ACTIVITY
Leaving all pictures aside, write out the records below precisely as given.

(Joint position lists)
Content starts
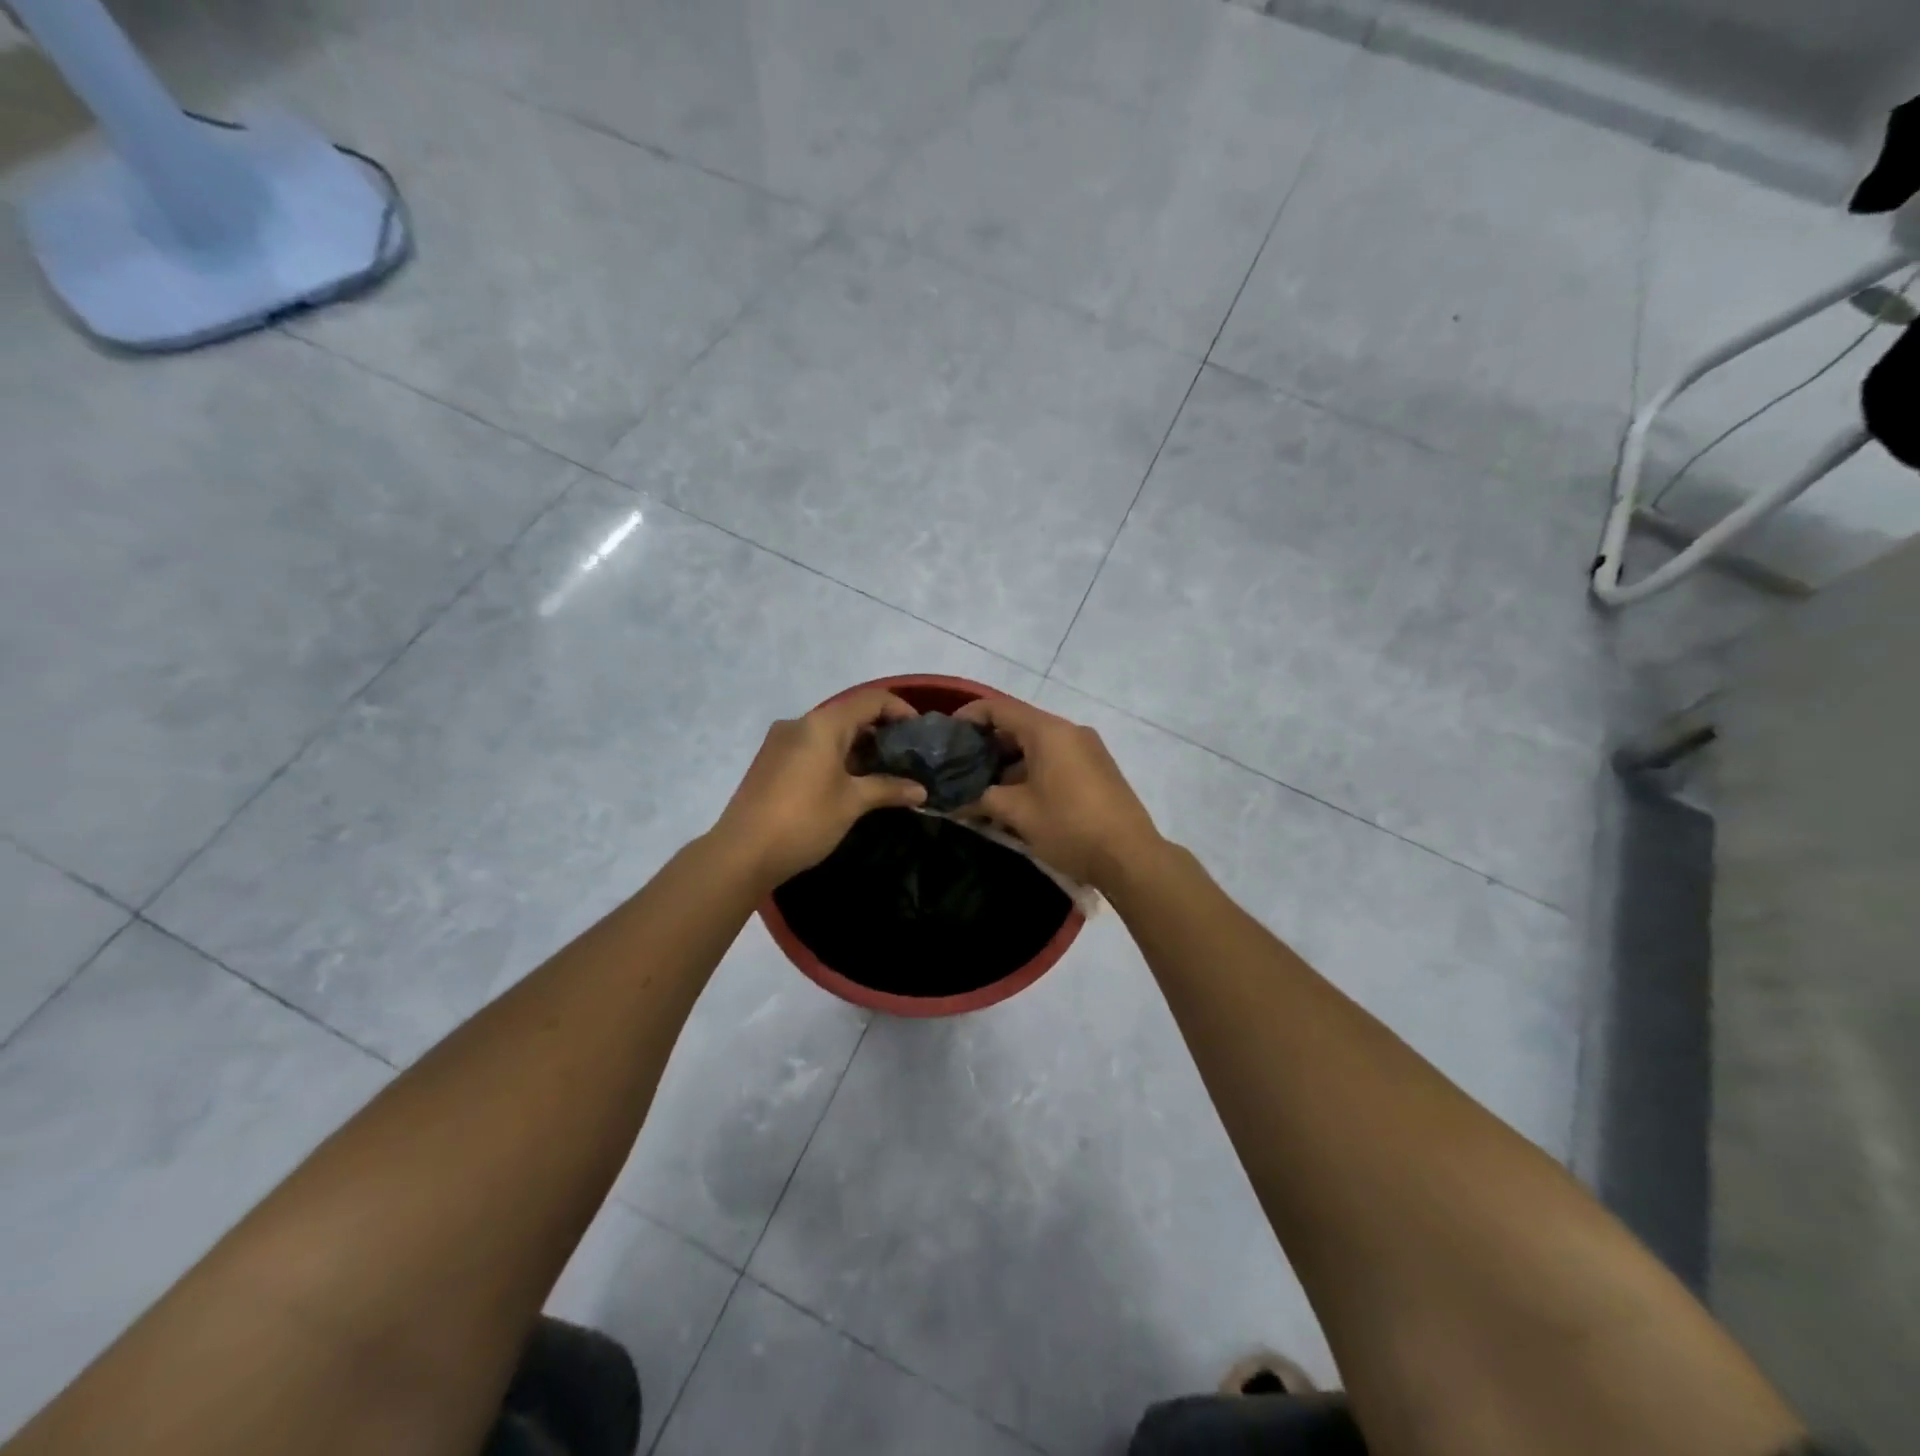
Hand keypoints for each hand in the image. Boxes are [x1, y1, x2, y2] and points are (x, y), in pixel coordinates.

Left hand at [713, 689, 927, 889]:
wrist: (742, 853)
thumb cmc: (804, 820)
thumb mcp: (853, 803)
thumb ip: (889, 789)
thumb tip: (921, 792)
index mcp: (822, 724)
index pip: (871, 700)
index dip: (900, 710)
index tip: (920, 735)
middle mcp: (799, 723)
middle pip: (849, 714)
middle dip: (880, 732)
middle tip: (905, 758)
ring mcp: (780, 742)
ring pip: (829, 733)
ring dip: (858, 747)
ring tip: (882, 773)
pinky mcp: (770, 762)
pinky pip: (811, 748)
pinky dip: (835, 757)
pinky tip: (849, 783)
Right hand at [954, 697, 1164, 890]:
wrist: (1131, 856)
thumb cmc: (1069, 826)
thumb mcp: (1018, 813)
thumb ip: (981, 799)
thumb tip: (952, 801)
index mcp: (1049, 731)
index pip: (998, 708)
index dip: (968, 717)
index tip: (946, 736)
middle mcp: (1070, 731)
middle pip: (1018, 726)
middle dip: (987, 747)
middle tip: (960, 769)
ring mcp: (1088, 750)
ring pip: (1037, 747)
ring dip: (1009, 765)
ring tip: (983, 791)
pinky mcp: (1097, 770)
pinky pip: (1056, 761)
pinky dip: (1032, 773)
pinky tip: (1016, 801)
Content ends
TASK RESULT
Hand keypoints for each hand in the image. Boxes are [x1, y1, x2, y2] and points are (x, y), in pixel coordinates.

Left hand at [713, 689, 927, 889]:
wrist: (742, 853)
thumb cmc: (804, 820)
thumb mcp: (853, 803)
thumb ip: (889, 789)
thumb tip: (921, 792)
index mcp: (822, 724)
index pip: (871, 700)
index dip: (900, 710)
index tip: (920, 735)
middle mcp: (799, 723)
middle pip: (849, 714)
middle dip: (880, 732)
middle tip: (905, 758)
ring mcp: (780, 742)
ring pip: (829, 733)
ring dip: (858, 747)
ring tip: (882, 773)
pinky mcp: (770, 762)
pinky pip: (811, 748)
pinky dip: (835, 757)
pinky tip: (849, 783)
Right hand at [954, 697, 1164, 890]:
wrist: (1131, 856)
thumb cmc: (1069, 826)
thumb mcp: (1018, 813)
thumb ip: (981, 799)
thumb tip: (952, 801)
index mcp: (1049, 731)
index pip: (998, 708)
index dip: (968, 717)
index tip: (946, 736)
middle mcp: (1070, 731)
middle pip: (1018, 726)
middle dip: (987, 747)
middle tip: (960, 769)
ring mcp: (1088, 750)
ring pip: (1037, 747)
ring dip: (1009, 765)
ring tip: (983, 791)
pinky mcp: (1097, 770)
pinky pip: (1056, 761)
pinky dip: (1032, 773)
pinky tip: (1016, 801)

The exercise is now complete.